Because there isn't a clear and consistent relationship in between weight and mental health, not as much is understood about this subject. Not all thin children are happy and not all overweight or overweight children are sad.
What we do know is that kids who are overweight or overweight often face weight-related stereotypes, social exemption and discrimination. Handling these difficulties can contribute to anxiety, anxiety, low self-confidence and poor body image. Furthermore, we understand that children who are obese suffer from a lower health-related quality of life. Studies show that adolescents and children who are overweight report a lifestyle that is comparable to children who are diagnosed with cancer and are receiving chemotherapy.
In spite of a rise in public awareness and zero-tolerance policies in lots of schools, weight-related bullying-- especially cyber bullying-- is a typical experience for numerous overweight kids, and can have a terrible influence on their emotional wellness. Obese kids, especially those with low self-confidence and poor body image, are at a higher risk of being victims of bullying. A vicious cycle can then be set into movement:
Weight-related bullying can result in an increase in unfavorable sensations consisting of anxiety and signs of anxiety like irritation, unfortunate state of mind, low energy and fatigue, difficulty sleeping, and a lack of interest in previously enjoyed activities. This can result in emotional consuming, which can then lead to additional weight gain, which might cause increased bullying, which then starts the cycle all over again.

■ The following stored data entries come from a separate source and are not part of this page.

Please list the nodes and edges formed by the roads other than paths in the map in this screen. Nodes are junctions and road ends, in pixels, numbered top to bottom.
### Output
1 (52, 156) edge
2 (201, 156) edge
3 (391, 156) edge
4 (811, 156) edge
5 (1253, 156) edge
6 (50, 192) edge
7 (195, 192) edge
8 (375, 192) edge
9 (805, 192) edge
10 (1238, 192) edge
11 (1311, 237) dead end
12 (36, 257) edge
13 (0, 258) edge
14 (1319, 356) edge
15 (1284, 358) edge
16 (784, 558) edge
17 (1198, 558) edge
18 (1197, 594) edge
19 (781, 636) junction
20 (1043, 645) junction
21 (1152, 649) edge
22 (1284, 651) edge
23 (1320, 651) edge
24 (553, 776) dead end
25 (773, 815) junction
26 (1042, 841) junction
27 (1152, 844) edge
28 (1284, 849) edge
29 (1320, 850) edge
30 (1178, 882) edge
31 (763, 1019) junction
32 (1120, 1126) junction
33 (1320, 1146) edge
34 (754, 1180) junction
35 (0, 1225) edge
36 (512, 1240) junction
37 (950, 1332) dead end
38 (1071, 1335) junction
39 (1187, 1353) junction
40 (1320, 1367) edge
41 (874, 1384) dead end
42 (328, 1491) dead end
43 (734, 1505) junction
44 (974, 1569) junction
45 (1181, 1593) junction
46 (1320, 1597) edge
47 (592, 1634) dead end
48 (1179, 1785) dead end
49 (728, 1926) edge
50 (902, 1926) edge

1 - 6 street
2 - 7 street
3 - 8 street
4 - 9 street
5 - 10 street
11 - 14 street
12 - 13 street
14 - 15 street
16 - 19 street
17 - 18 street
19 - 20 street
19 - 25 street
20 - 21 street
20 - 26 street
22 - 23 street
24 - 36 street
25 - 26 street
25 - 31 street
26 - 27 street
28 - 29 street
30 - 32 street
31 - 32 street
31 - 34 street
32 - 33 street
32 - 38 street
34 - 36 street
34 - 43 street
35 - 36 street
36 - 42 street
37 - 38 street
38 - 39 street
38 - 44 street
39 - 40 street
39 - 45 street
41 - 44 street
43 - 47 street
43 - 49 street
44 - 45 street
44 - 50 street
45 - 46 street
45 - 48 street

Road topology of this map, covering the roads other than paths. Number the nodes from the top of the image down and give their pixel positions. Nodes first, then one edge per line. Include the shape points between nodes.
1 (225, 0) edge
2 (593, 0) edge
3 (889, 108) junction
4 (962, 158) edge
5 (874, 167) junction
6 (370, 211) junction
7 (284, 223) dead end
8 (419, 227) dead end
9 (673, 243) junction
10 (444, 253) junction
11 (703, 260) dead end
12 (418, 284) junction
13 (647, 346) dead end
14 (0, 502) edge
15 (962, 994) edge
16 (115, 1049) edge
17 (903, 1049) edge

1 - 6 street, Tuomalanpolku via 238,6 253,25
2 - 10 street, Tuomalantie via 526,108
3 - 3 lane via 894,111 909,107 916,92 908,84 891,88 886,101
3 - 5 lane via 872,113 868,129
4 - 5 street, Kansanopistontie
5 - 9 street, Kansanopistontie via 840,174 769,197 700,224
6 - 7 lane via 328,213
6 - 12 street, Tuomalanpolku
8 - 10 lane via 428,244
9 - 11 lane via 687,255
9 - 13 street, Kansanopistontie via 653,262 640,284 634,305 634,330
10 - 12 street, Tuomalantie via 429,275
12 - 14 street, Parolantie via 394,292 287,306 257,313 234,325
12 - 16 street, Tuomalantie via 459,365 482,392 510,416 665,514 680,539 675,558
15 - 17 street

Women tend to be more vulnerable to the unfavorable effect of weight-related bullying due to the significance of body image often placed on their self-confidence and self-worth.
What is most concerning is the relationship in between bullying and suicide, specifically in overweight youth. Overweight kids who are victims of weight-related teasing or bullying are 2-3 times most likely to report ideas of suicide or to take part in self-harming habits, such as cutting. This is a disconcerting statistic.
Sadly, there isn't a quick fix and reducing weight doesn't constantly make the issues disappear. However, increasing awareness of not just the physical impact, however the psychological effect of obesity on children and teens, is a good place to begin.
At the Center for Healthy Weight and Nutrition, we have a multidisciplinary group that believes in treating the mental and physical effects of obesity. Speak to your child's pediatrician about a recommendation or call the Center for Healthy Weight and Nutrition to get more details or request an appointment.